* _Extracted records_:
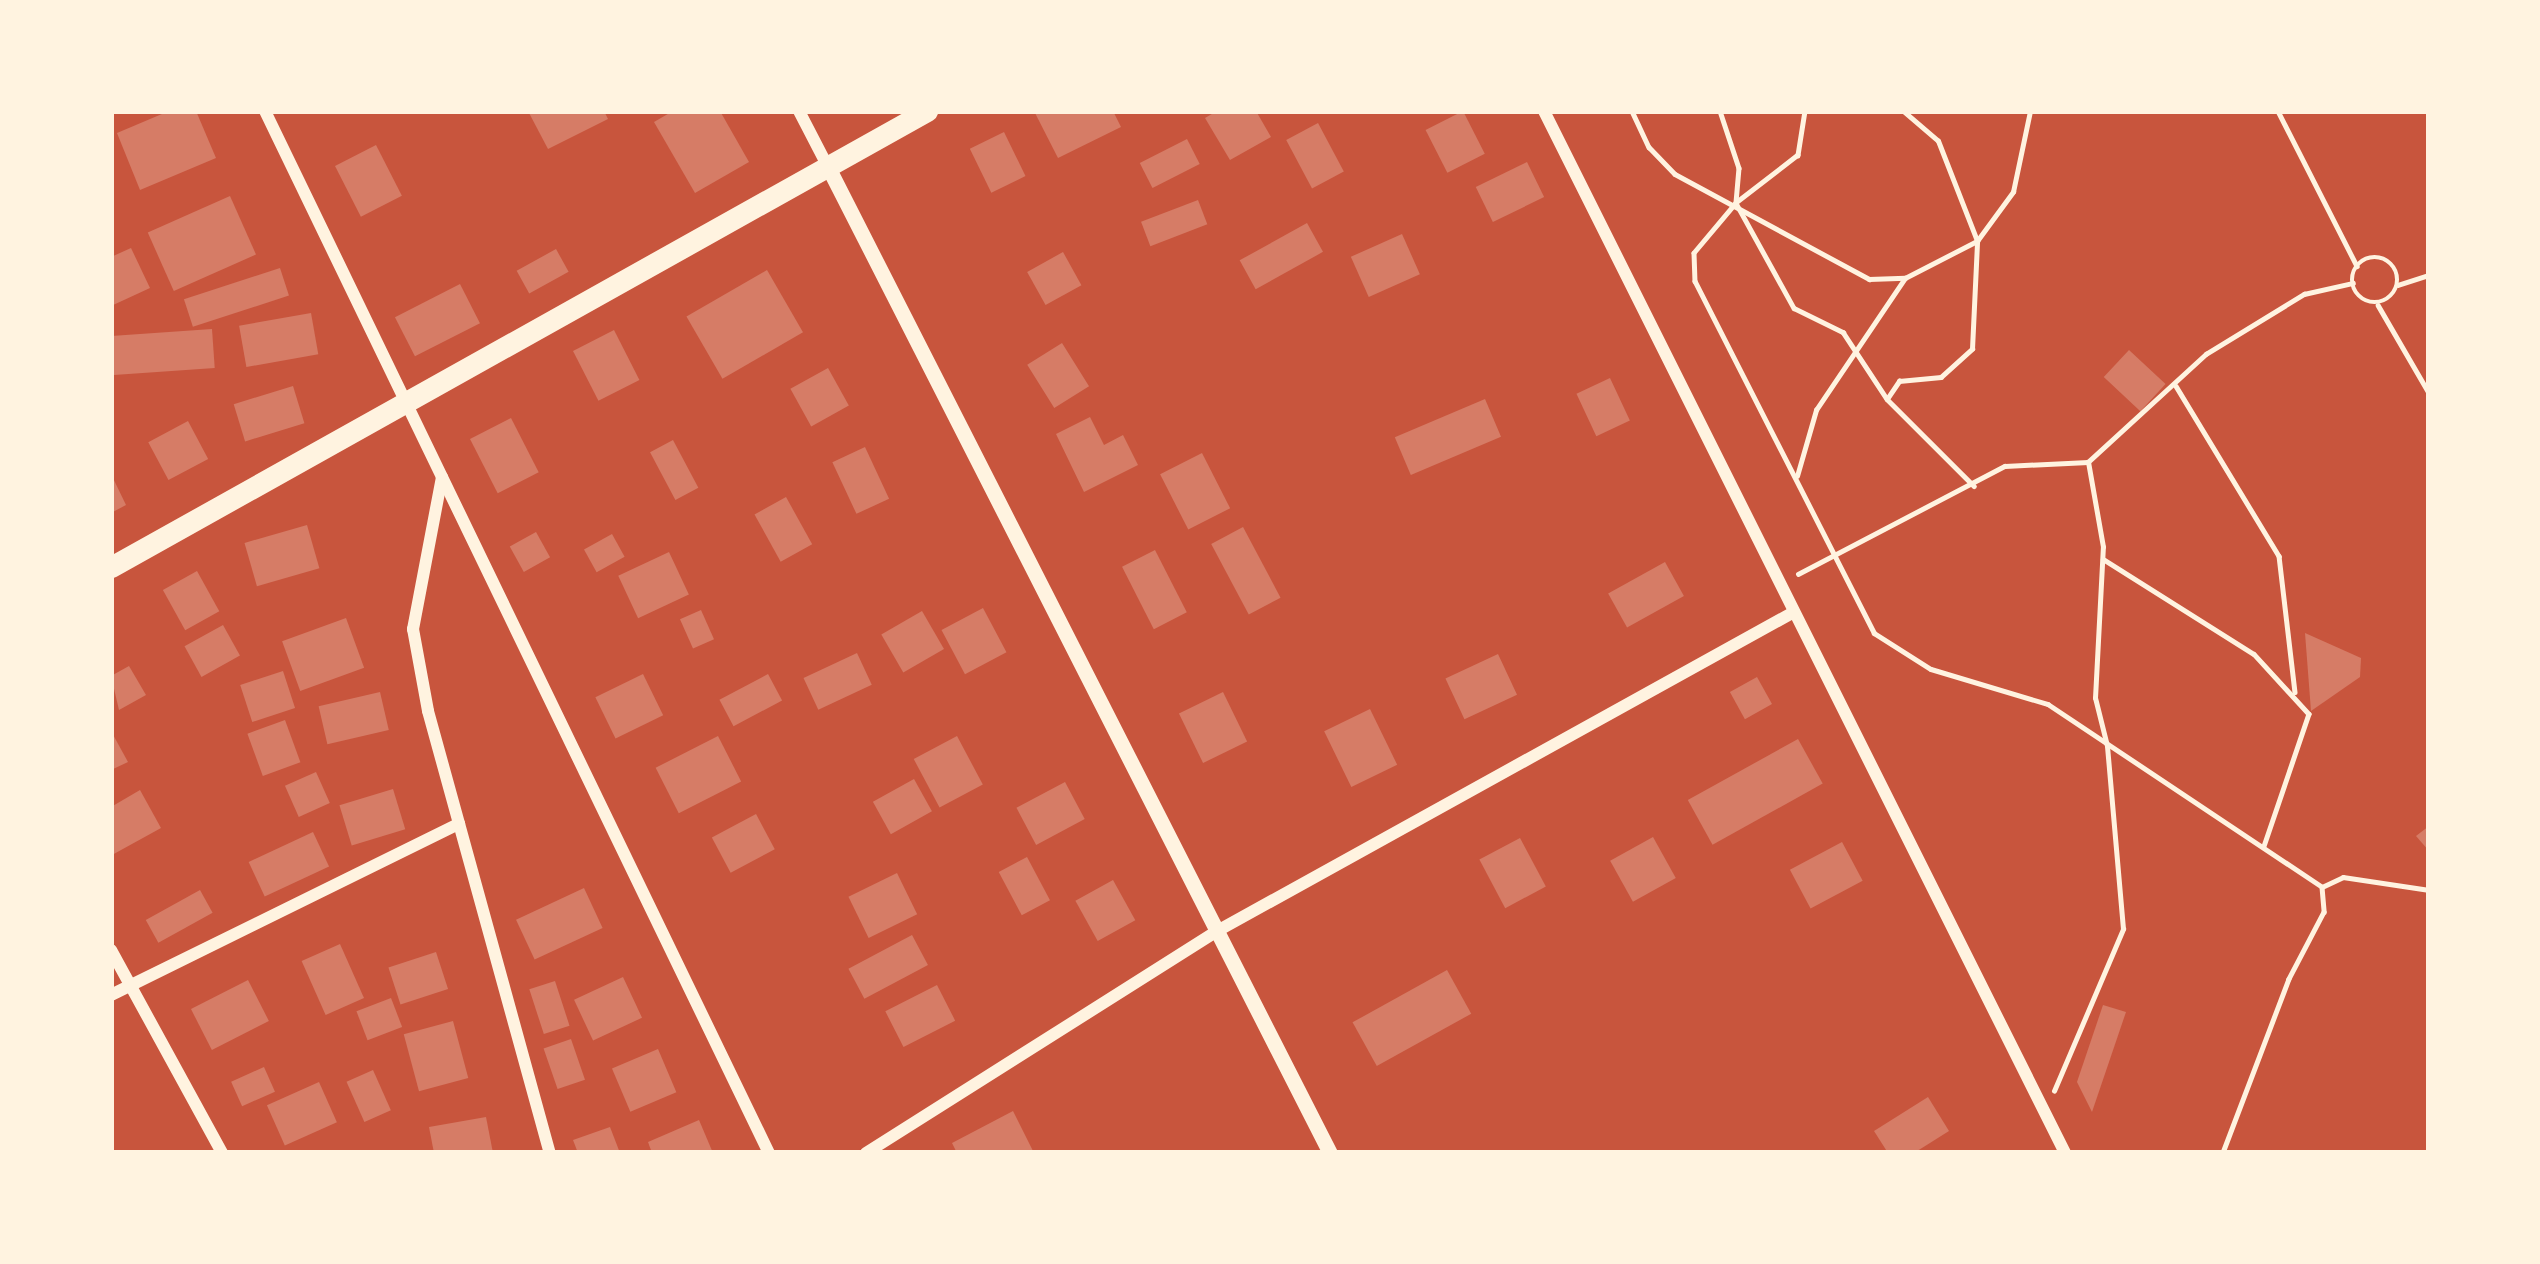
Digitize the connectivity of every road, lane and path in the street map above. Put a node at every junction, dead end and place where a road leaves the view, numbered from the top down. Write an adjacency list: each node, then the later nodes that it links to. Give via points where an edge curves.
1 (265, 111): 24 (street)
2 (799, 111): 11 (street)
3 (927, 111): 11 (main road)
4 (1544, 111): 32 (street)
5 (1632, 111): 12 (path, via 1649,147 1676,174)
6 (1720, 111): 12 (path, via 1738,168)
7 (1805, 111): 12 (path, via 1798,154)
8 (1903, 111): 13 (path, via 1938,141)
9 (2030, 111): 13 (path, via 2013,192)
10 (2278, 111): 14 (path)
11 (828, 167): 24 (main road); 40 (street)
12 (1736, 203): 16 (path, via 1869,279); 20 (path, via 1794,308 1843,332); 27 (path, via 1694,253 1694,281)
13 (1977, 241): 16 (path); 23 (path, via 1972,350 1940,377 1899,382)
14 (2357, 266): 17 (path); 18 (path, via 2382,258 2396,268)
15 (2428, 277): 18 (path)
16 (1906, 278): 20 (path)
17 (2353, 283): 19 (path, via 2361,297); 21 (path, via 2304,294 2206,354)
18 (2398, 285): 19 (path)
19 (2377, 302): 22 (path)
20 (1853, 347): 23 (path); 27 (path, via 1816,410)
21 (2175, 384): 25 (path); 34 (path, via 2279,556)
22 (2429, 393)
23 (1886, 399): 28 (path)
24 (406, 404): 26 (street); 31 (main road)
25 (2088, 462): 28 (path, via 2005,466); 30 (path)
26 (443, 476): 36 (street, via 413,629); 47 (street)
27 (1797, 478): 29 (path)
28 (1974, 486): 29 (path)
29 (1832, 558): 32 (path); 35 (path, via 1874,633 1904,656 2048,704)
30 (2103, 559): 34 (path, via 2254,654); 35 (path, via 2095,698)
31 (111, 567)
32 (1777, 584): 33 (street)
33 (1792, 613): 40 (street); 44 (street)
34 (2296, 692): 37 (path, via 2308,714 2303,743)
35 (2107, 746): 37 (path); 44 (path, via 2123,928)
36 (459, 824): 42 (street); 46 (street)
37 (2264, 846): 38 (path)
38 (2322, 887): 39 (path, via 2343,877); 51 (path, via 2324,912 2289,979)
39 (2429, 890)
40 (1219, 930): 48 (street); 49 (street)
41 (111, 950): 42 (street)
42 (128, 986): 43 (street); 45 (street)
43 (111, 995)
44 (2045, 1113): 50 (street)
45 (222, 1153)
46 (550, 1153)
47 (770, 1153)
48 (866, 1153)
49 (1330, 1153)
50 (2065, 1153)
51 (2223, 1153)

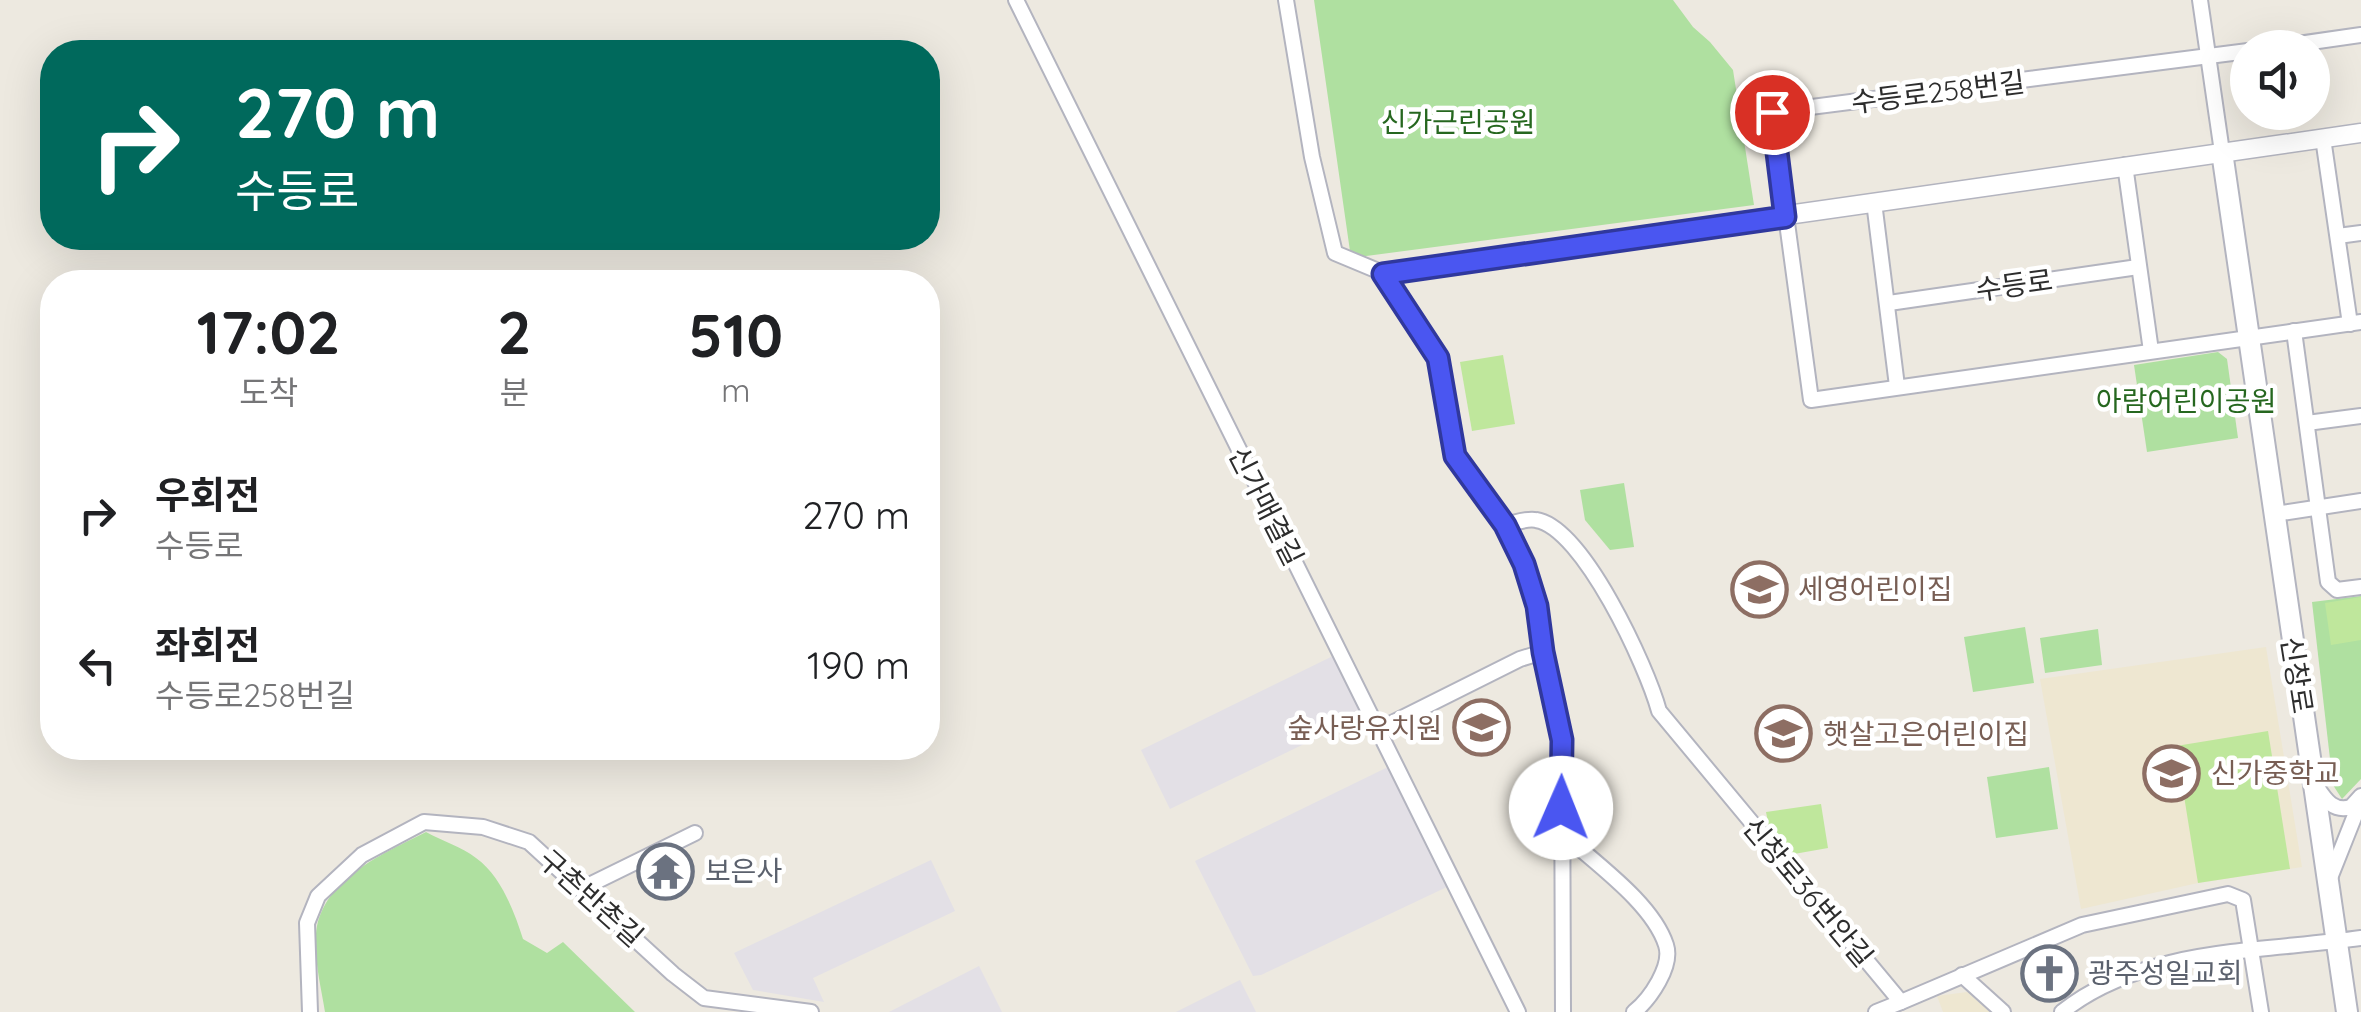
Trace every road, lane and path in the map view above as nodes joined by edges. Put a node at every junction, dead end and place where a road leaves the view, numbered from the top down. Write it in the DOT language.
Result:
graph roads {
  1 [pos="1016,0"];
  2 [pos="1286,0"];
  3 [pos="2200,0"];
  4 [pos="2361,35"];
  5 [pos="2330,39"];
  6 [pos="2230,53"];
  7 [pos="2208,56"];
  8 [pos="2361,133"];
  9 [pos="2324,138"];
  10 [pos="2222,152"];
  11 [pos="2125,165"];
  12 [pos="1874,202"];
  13 [pos="1785,217"];
  14 [pos="2361,233"];
  15 [pos="2338,236"];
  16 [pos="2138,267"];
  17 [pos="1383,274"];
  18 [pos="1888,302"];
  19 [pos="2356,323"];
  20 [pos="2294,331"];
  21 [pos="2248,338"];
  22 [pos="2151,351"];
  23 [pos="1897,386"];
  24 [pos="2361,416"];
  25 [pos="2307,423"];
  26 [pos="2361,501"];
  27 [pos="2318,507"];
  28 [pos="2275,514"];
  29 [pos="1505,525"];
  30 [pos="2361,587"];
  31 [pos="1543,652"];
  32 [pos="1378,730"];
  33 [pos="2314,783"];
  34 [pos="2361,798"];
  35 [pos="1560,832"];
  36 [pos="695,833"];
  37 [pos="2328,884"];
  38 [pos="582,888"];
  39 [pos="2361,938"];
  40 [pos="2336,942"];
  41 [pos="2252,951"];
  42 [pos="1962,975"];
  43 [pos="1901,1002"];
  44 [pos="718,1007"];
  45 [pos="310,1012"];
  46 [pos="811,1012"];
  47 [pos="1518,1012"];
  48 [pos="1562,1012"];
  49 [pos="1634,1012"];
  50 [pos="1876,1012"];
  51 [pos="2003,1012"];
  52 [pos="2062,1012"];
  53 [pos="2260,1012"];
  54 [pos="2346,1012"];
  1 -- 32 [label="street, 신가매결길"];
  2 -- 17 [label="street"];
  3 -- 7 [label="street"];
  4 -- 5 [label="street"];
  6 -- 7 [label="street, 수등로258번길"];
  7 -- 10 [label="street"];
  7 -- 13 [label="street, 수등로258번길"];
  8 -- 9 [label="street"];
  9 -- 10 [label="street"];
  9 -- 15 [label="street"];
  10 -- 11 [label="street"];
  10 -- 21 [label="main road, 신창로"];
  11 -- 12 [label="street"];
  11 -- 16 [label="street"];
  12 -- 13 [label="street"];
  12 -- 18 [label="street"];
  13 -- 17 [label="street"];
  13 -- 23 [label="street"];
  14 -- 15 [label="street"];
  15 -- 19 [label="street"];
  16 -- 18 [label="street, 수등로"];
  16 -- 22 [label="street"];
  17 -- 29 [label="street"];
  18 -- 23 [label="street"];
  19 -- 20 [label="street"];
  20 -- 21 [label="street"];
  20 -- 25 [label="street"];
  21 -- 22 [label="street"];
  21 -- 28 [label="main road, 신창로"];
  22 -- 23 [label="street"];
  24 -- 25 [label="street"];
  25 -- 27 [label="street"];
  26 -- 27 [label="street"];
  27 -- 28 [label="street"];
  27 -- 30 [label="street"];
  28 -- 33 [label="main road, 신창로"];
  29 -- 31 [label="street"];
  29 -- 43 [label="street, 신창로36번안길"];
  31 -- 32 [label="street"];
  31 -- 35 [label="street"];
  32 -- 47 [label="street, 신가매결길"];
  33 -- 34 [label="street"];
  33 -- 37 [label="main road, 신창로"];
  34 -- 37 [label="street"];
  35 -- 48 [label="street"];
  35 -- 49 [label="street"];
  36 -- 38 [label="street"];
  37 -- 40 [label="main road, 신창로"];
  38 -- 44 [label="street, 구촌반촌길"];
  38 -- 45 [label="street, 구촌반촌길"];
  39 -- 40 [label="street"];
  40 -- 41 [label="street"];
  40 -- 54 [label="main road, 신창로"];
  41 -- 42 [label="street"];
  41 -- 52 [label="street"];
  41 -- 53 [label="street"];
  42 -- 43 [label="street"];
  42 -- 51 [label="street"];
  43 -- 50 [label="street"];
  44 -- 46 [label="street, 구촌반촌길"];
}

* _Task statement_: Look through the data above for the word "구촌반촌길". Report each line where it occurs.

* _The completed task_:
  38 -- 44 [label="street, 구촌반촌길"];
  38 -- 45 [label="street, 구촌반촌길"];
  44 -- 46 [label="street, 구촌반촌길"];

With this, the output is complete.